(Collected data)
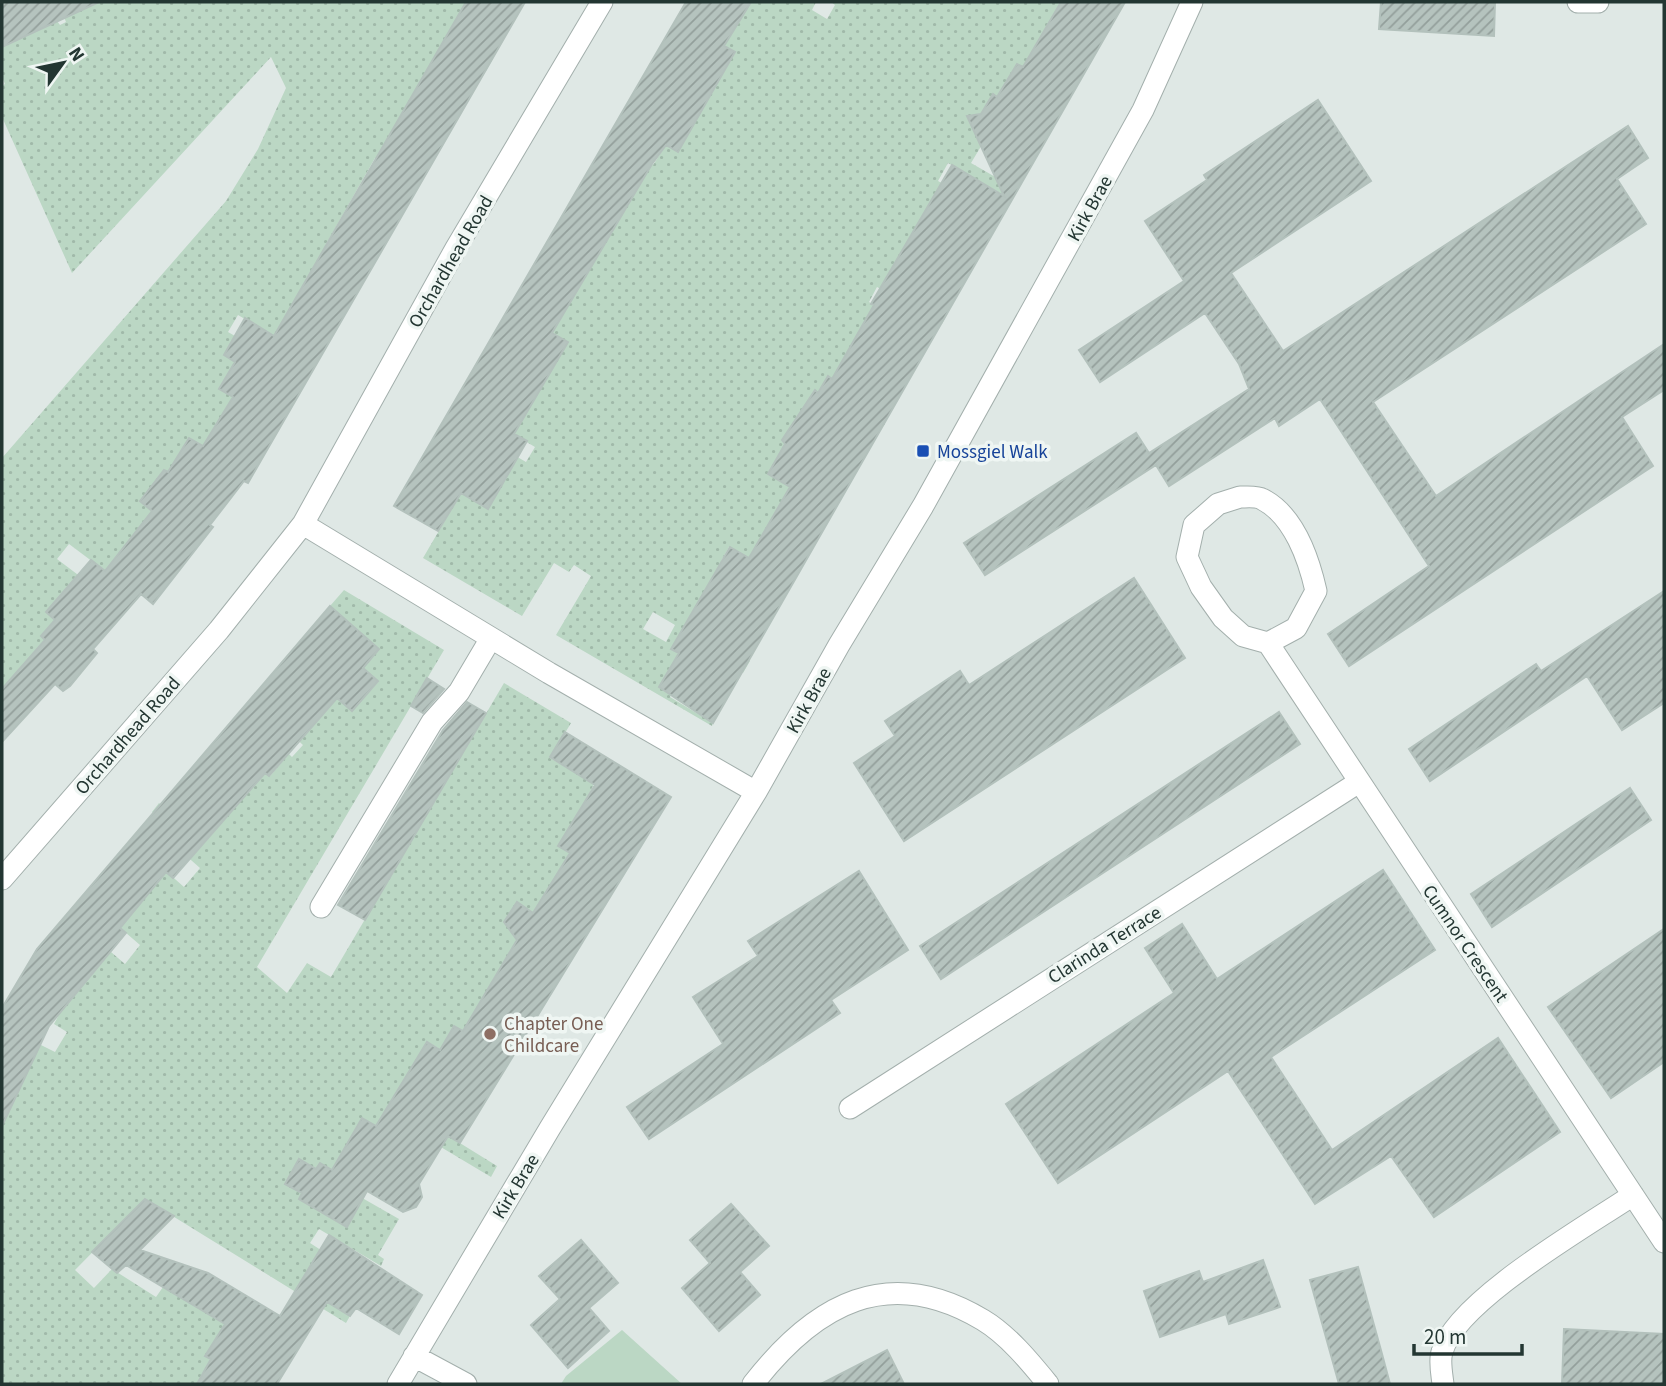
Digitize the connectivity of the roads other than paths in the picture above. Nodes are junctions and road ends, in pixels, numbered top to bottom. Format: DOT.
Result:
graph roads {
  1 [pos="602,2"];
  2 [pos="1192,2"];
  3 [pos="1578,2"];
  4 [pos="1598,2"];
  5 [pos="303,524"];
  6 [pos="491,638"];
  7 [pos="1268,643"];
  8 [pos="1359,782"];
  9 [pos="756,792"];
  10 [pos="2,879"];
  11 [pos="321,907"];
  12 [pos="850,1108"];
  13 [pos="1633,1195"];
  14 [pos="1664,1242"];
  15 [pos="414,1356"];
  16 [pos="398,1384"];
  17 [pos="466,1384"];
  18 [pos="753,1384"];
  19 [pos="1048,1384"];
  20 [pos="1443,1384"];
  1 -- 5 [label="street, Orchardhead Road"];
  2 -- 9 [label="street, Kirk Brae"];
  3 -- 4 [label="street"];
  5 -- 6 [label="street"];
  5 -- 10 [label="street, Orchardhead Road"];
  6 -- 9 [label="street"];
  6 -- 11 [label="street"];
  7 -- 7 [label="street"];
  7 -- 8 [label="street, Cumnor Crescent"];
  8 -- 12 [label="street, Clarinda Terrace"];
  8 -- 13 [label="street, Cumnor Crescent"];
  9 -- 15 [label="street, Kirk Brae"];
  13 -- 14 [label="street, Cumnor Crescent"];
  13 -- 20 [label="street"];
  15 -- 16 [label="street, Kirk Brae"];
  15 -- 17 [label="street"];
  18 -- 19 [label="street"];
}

* * *

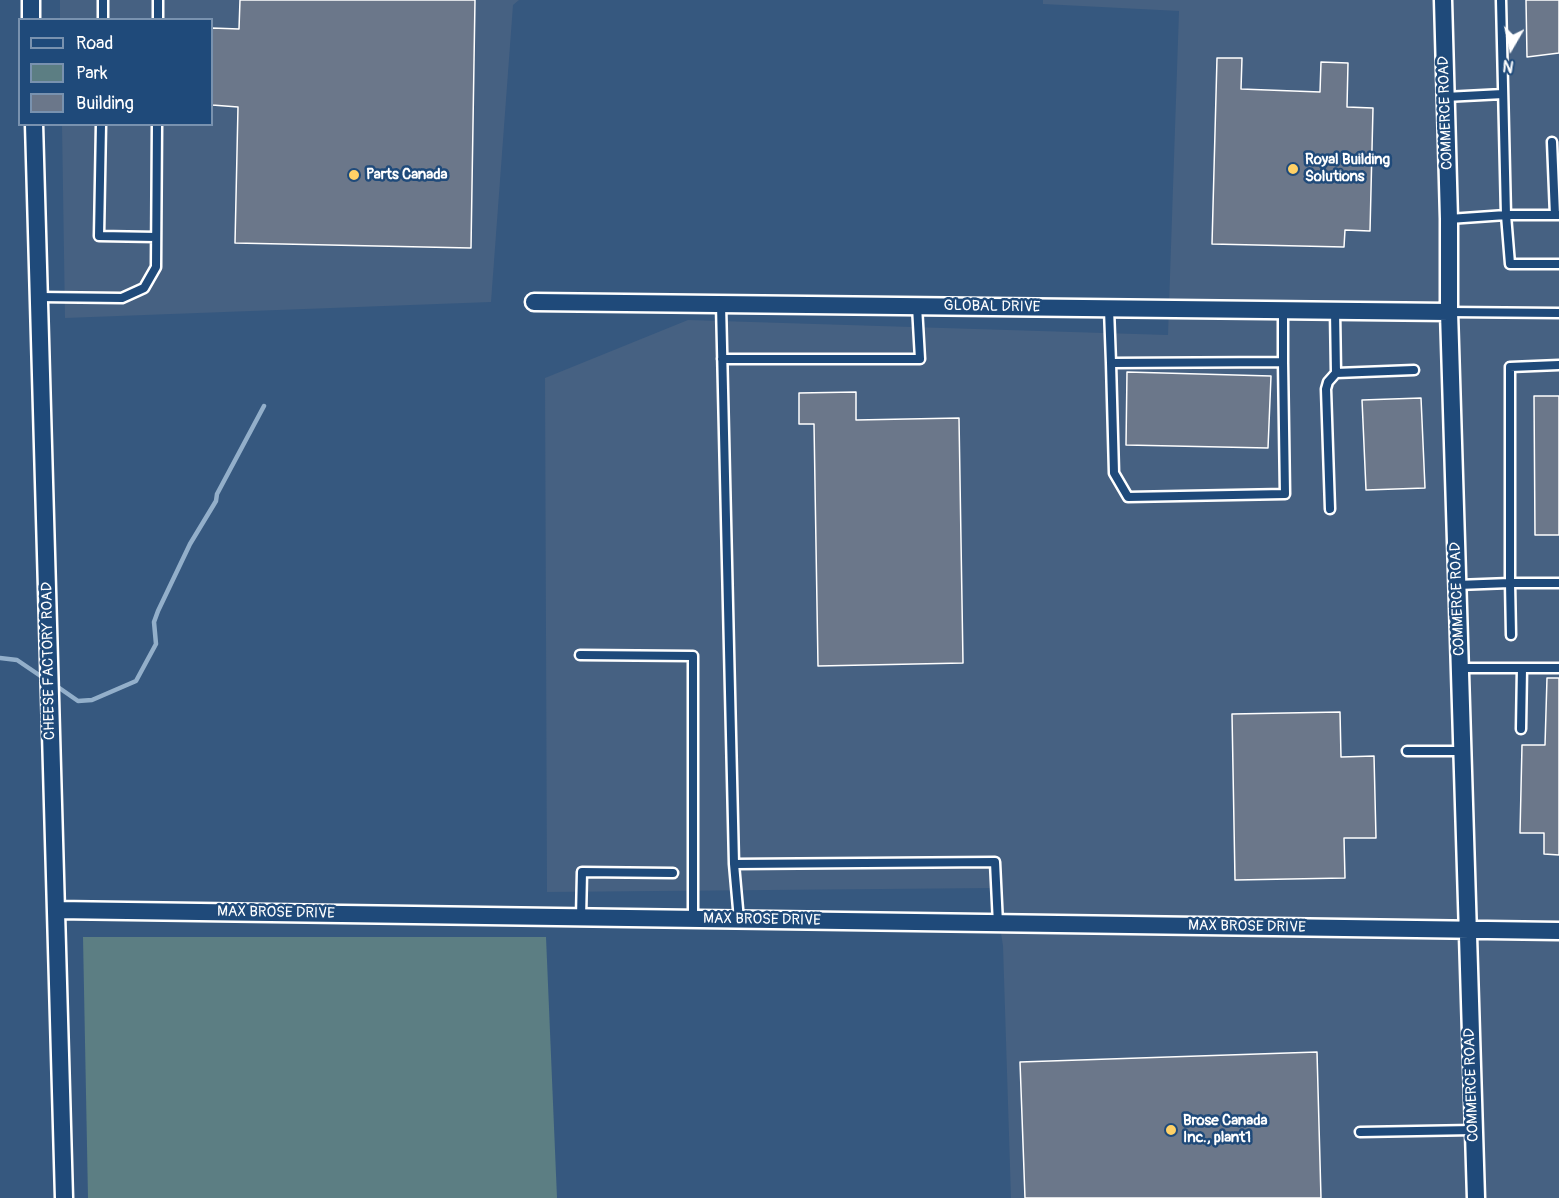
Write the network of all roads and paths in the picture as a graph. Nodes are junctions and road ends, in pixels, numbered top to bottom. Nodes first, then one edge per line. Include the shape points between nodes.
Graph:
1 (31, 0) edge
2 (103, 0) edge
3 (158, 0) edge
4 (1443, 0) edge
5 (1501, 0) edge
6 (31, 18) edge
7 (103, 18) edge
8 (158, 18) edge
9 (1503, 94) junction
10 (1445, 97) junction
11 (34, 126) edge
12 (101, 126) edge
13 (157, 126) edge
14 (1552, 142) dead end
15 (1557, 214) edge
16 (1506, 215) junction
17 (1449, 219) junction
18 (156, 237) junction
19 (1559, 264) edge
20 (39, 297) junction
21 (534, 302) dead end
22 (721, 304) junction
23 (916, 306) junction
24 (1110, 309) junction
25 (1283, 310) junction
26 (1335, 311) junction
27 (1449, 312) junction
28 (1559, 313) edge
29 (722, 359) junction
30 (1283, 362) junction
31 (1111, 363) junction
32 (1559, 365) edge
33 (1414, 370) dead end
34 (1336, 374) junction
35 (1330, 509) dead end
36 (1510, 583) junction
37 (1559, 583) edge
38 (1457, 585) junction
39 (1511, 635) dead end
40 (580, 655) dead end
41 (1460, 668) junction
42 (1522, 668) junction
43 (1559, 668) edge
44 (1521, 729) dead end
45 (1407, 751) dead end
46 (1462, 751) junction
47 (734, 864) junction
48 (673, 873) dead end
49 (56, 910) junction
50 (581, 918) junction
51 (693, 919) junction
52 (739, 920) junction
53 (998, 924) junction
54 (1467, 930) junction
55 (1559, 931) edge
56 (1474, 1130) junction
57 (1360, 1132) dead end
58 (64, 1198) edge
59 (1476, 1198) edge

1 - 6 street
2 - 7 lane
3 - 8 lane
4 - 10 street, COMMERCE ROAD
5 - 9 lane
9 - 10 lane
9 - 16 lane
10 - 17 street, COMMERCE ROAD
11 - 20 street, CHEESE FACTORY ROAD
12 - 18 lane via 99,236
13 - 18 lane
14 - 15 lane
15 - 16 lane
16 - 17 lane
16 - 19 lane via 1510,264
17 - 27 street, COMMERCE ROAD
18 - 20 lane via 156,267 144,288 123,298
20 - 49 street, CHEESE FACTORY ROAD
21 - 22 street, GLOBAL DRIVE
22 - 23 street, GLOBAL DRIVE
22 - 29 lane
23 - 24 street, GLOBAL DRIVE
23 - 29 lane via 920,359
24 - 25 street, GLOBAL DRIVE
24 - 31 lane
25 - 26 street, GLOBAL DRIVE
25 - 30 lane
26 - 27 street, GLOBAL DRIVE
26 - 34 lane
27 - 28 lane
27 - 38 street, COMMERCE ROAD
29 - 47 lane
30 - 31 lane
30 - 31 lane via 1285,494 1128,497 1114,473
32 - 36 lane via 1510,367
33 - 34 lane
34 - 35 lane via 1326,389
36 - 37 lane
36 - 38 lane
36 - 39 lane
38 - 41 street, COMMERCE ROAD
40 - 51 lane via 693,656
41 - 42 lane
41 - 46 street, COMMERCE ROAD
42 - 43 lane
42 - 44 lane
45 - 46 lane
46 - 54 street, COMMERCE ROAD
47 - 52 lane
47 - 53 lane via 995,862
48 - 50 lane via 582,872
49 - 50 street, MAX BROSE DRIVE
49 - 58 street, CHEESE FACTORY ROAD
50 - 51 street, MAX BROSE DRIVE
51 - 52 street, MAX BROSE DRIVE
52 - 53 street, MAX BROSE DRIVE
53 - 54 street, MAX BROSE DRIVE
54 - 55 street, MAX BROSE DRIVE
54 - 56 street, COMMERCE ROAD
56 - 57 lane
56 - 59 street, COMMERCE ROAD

*Task:* Go through the entries above and report every line in which the word "paths" appears.

*Answer box:*
Digitize the connectivity of the roads other than paths in the picture above. Nodes are junctions and road ends, in pixels, numbered top to bottom. Format: DOT.
Write the network of all roads and paths in the picture as a graph. Nodes are junctions and road ends, in pixels, numbered top to bottom. Nodes first, then one edge per line. Include the shape points between nodes.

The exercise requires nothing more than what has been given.